Supplied entries:
-------------------------

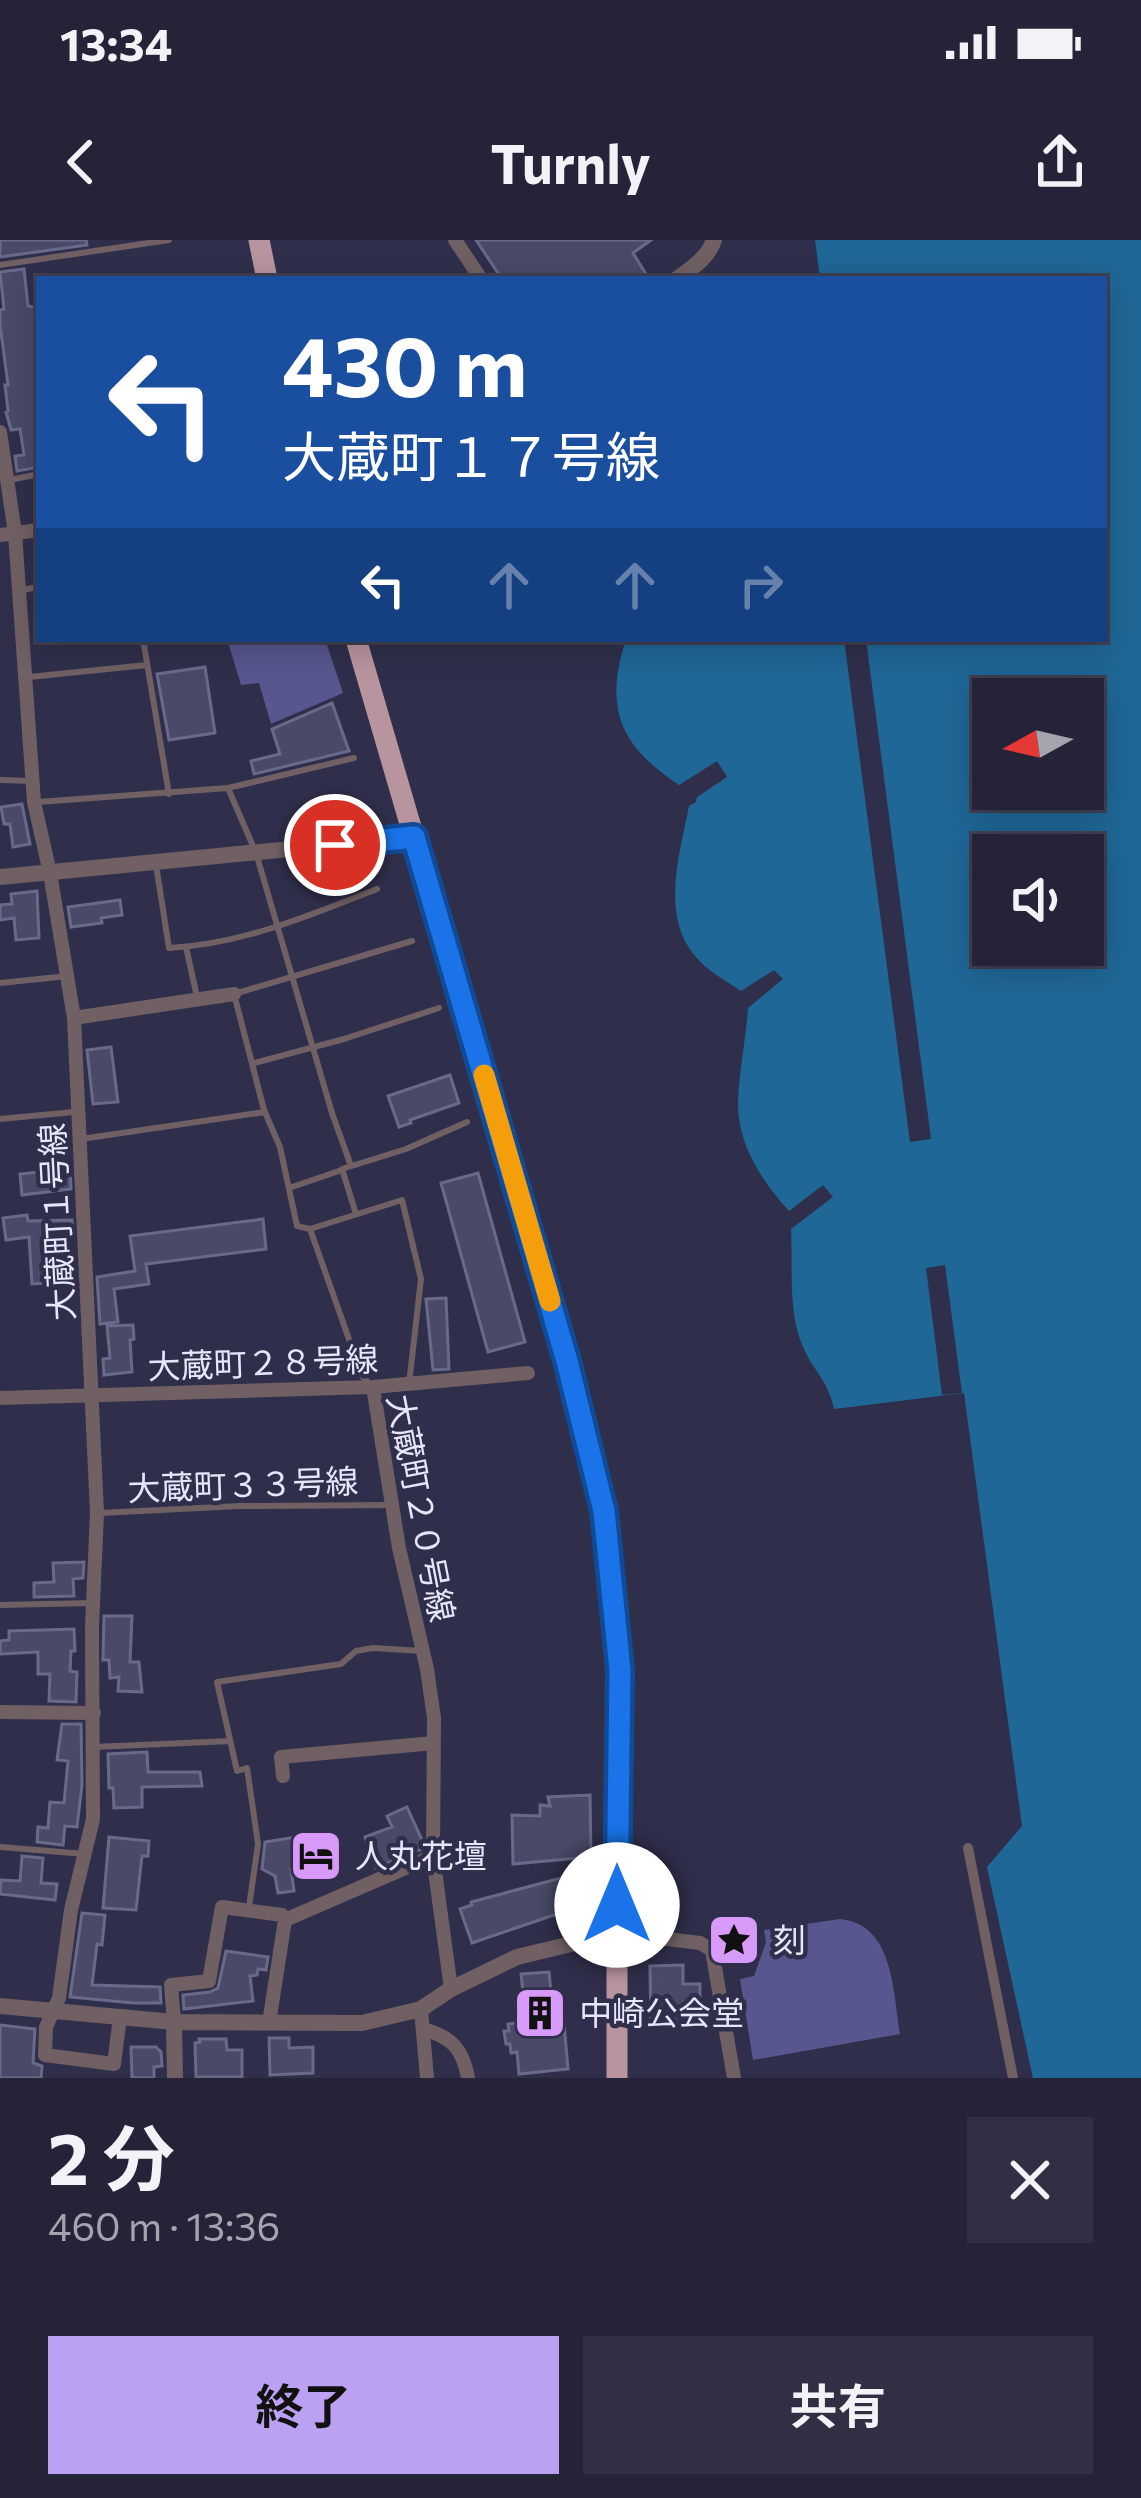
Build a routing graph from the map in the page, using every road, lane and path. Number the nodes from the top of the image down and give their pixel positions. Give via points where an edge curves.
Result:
1 (169, 240) edge
2 (259, 240) edge
3 (454, 240) edge
4 (714, 240) edge
5 (0, 265) edge
6 (266, 276) edge
7 (479, 276) edge
8 (681, 276) edge
9 (0, 432) edge
10 (1, 448) edge
11 (36, 475) edge
12 (6, 480) junction
13 (7, 534) edge
14 (36, 587) edge
15 (19, 590) junction
16 (143, 642) edge
17 (357, 642) edge
18 (147, 665) junction
19 (25, 678) junction
20 (354, 758) dead end
21 (0, 780) edge
22 (33, 781) junction
23 (228, 788) junction
24 (169, 794) junction
25 (34, 802) junction
26 (414, 837) junction
27 (256, 853) junction
28 (155, 861) junction
29 (50, 873) junction
30 (0, 877) edge
31 (377, 889) dead end
32 (279, 928) junction
33 (412, 941) dead end
34 (186, 947) junction
35 (68, 976) junction
36 (294, 978) junction
37 (0, 983) edge
38 (234, 994) junction
39 (197, 1001) junction
40 (439, 1008) dead end
41 (74, 1018) junction
42 (313, 1047) junction
43 (254, 1063) junction
44 (79, 1112) junction
45 (265, 1112) junction
46 (0, 1119) edge
47 (467, 1122) dead end
48 (81, 1139) junction
49 (347, 1168) junction
50 (289, 1188) junction
51 (356, 1214) junction
52 (310, 1229) junction
53 (528, 1373) dead end
54 (409, 1384) junction
55 (373, 1387) junction
56 (93, 1395) junction
57 (0, 1398) edge
58 (391, 1505) junction
59 (97, 1513) junction
60 (93, 1603) junction
61 (0, 1605) edge
62 (422, 1651) junction
63 (0, 1712) edge
64 (94, 1713) junction
65 (230, 1741) junction
66 (434, 1743) junction
67 (94, 1747) junction
68 (283, 1776) dead end
69 (0, 1847) edge
70 (968, 1848) dead end
71 (85, 1854) junction
72 (433, 1856) junction
73 (248, 1911) junction
74 (285, 1920) junction
75 (617, 1933) junction
76 (451, 1989) junction
77 (0, 2006) edge
78 (421, 2009) junction
79 (52, 2010) junction
80 (120, 2017) junction
81 (174, 2022) junction
82 (269, 2023) junction
83 (423, 2029) junction
84 (175, 2078) edge
85 (427, 2078) edge
86 (469, 2078) edge
87 (617, 2078) edge
88 (734, 2078) edge
89 (1013, 2078) edge

1 - 5 lane
2 - 6 highway
3 - 7 street
4 - 8 street
9 - 10 street, 大蔵町１号線
10 - 12 street, 大蔵町１号線
11 - 12 lane
12 - 13 street, 大蔵町１号線
13 - 15 street, 大蔵町１号線
14 - 15 lane
15 - 19 street, 大蔵町１号線
16 - 18 lane
17 - 26 highway
18 - 19 lane
18 - 24 lane
19 - 22 street, 大蔵町１号線
20 - 23 lane
21 - 22 lane
22 - 25 street, 大蔵町１号線
23 - 24 lane
23 - 27 lane
24 - 25 lane
25 - 29 street, 大蔵町１号線
26 - 27 street
26 - 75 highway via 604,1511 620,1670
27 - 28 street
27 - 32 lane
28 - 29 street
28 - 34 lane via 169,948
29 - 30 street
29 - 35 street, 大蔵町１号線
31 - 32 lane
32 - 34 lane
32 - 36 lane
33 - 36 lane
34 - 39 lane
35 - 37 lane
35 - 41 street, 大蔵町１号線
36 - 38 lane
36 - 42 lane
38 - 39 street
38 - 43 lane, 大蔵町２０号線
39 - 41 street
40 - 42 lane
41 - 44 street, 大蔵町１号線
42 - 43 lane
42 - 49 lane
43 - 45 lane, 大蔵町２０号線
44 - 46 lane
44 - 48 street, 大蔵町１号線
45 - 48 lane
45 - 50 lane, 大蔵町２０号線
47 - 49 lane
48 - 56 street, 大蔵町１号線
49 - 50 lane
49 - 51 lane
50 - 52 lane, 大蔵町２０号線 via 297,1226
51 - 52 lane
51 - 54 lane via 402,1200 422,1280
52 - 55 lane, 大蔵町２０号線 via 362,1376
53 - 54 street, 大蔵町２８号線
54 - 55 street, 大蔵町２８号線
55 - 56 street, 大蔵町２８号線
55 - 58 street, 大蔵町２０号線
56 - 57 street, 大蔵町２８号線
56 - 59 street, 大蔵町１号線
58 - 59 lane, 大蔵町３３号線
58 - 62 street, 大蔵町２０号線
59 - 60 street, 大蔵町１号線
60 - 61 lane
60 - 64 street, 大蔵町１号線
62 - 65 lane via 373,1648 340,1664 217,1682
62 - 66 street, 大蔵町２０号線
63 - 64 street
64 - 67 street, 大蔵町１号線
65 - 67 lane
65 - 73 lane via 237,1771 247,1768 259,1844
66 - 68 street via 281,1756
66 - 72 street, 大蔵町２０号線
67 - 71 street, 大蔵町１号線
69 - 71 lane
70 - 89 street
71 - 79 street, 大蔵町１号線
72 - 74 street
72 - 76 street, 大蔵町２０号線
73 - 74 street
73 - 81 street via 222,1907 209,1981 171,1985
74 - 82 street
75 - 76 street via 517,1958
75 - 87 highway
75 - 88 street via 712,1951
76 - 78 street
77 - 79 street
78 - 82 street via 362,2024
78 - 83 street
79 - 80 street
79 - 80 street, 大蔵町１号線 via 44,2056 114,2064
80 - 81 street
81 - 82 street
81 - 84 street
83 - 85 street
83 - 86 street via 464,2054

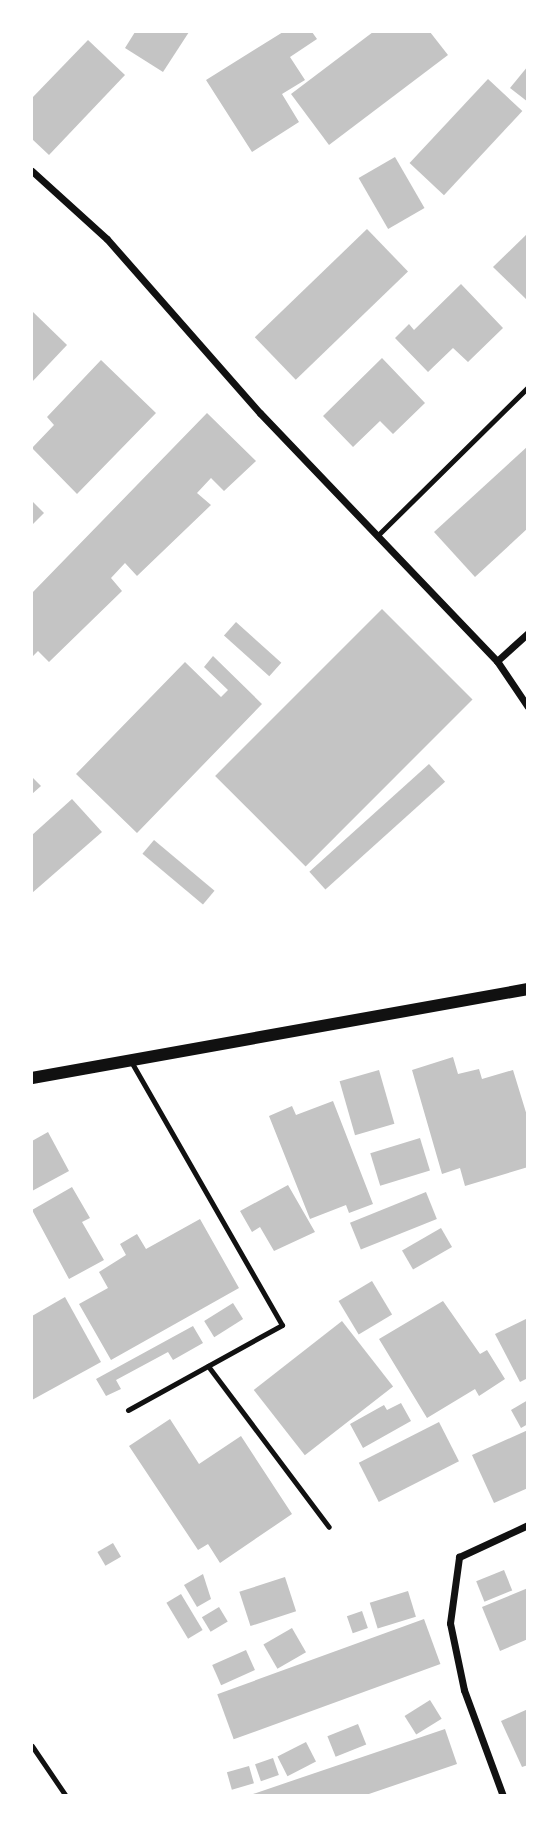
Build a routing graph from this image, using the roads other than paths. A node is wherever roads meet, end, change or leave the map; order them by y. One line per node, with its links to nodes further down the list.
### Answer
1 (32, 172): 3 (street)
2 (527, 387): 3 (lane)
3 (377, 536): 5 (street)
4 (527, 633): 5 (street)
5 (497, 661): 6 (street)
6 (527, 707)
7 (527, 989): 8 (street)
8 (130, 1061): 9 (street); 10 (lane)
9 (32, 1079)
10 (208, 1366): 11 (lane); 13 (lane)
11 (128, 1410)
12 (527, 1525): 16 (street)
13 (329, 1527)
14 (32, 1746): 15 (lane)
15 (66, 1796)
16 (503, 1796)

-------------------------

Brief: When you reach the line that holds "Build a routing graph from this", please copy it and every line after it through the end of the listing, exactly and with no other lines.

Answer box:
Build a routing graph from this image, using the roads other than paths. A node is wherever roads meet, end, change or leave the map; order them by y. One line per node, with its links to nodes further down the list.
### Answer
1 (32, 172): 3 (street)
2 (527, 387): 3 (lane)
3 (377, 536): 5 (street)
4 (527, 633): 5 (street)
5 (497, 661): 6 (street)
6 (527, 707)
7 (527, 989): 8 (street)
8 (130, 1061): 9 (street); 10 (lane)
9 (32, 1079)
10 (208, 1366): 11 (lane); 13 (lane)
11 (128, 1410)
12 (527, 1525): 16 (street)
13 (329, 1527)
14 (32, 1746): 15 (lane)
15 (66, 1796)
16 (503, 1796)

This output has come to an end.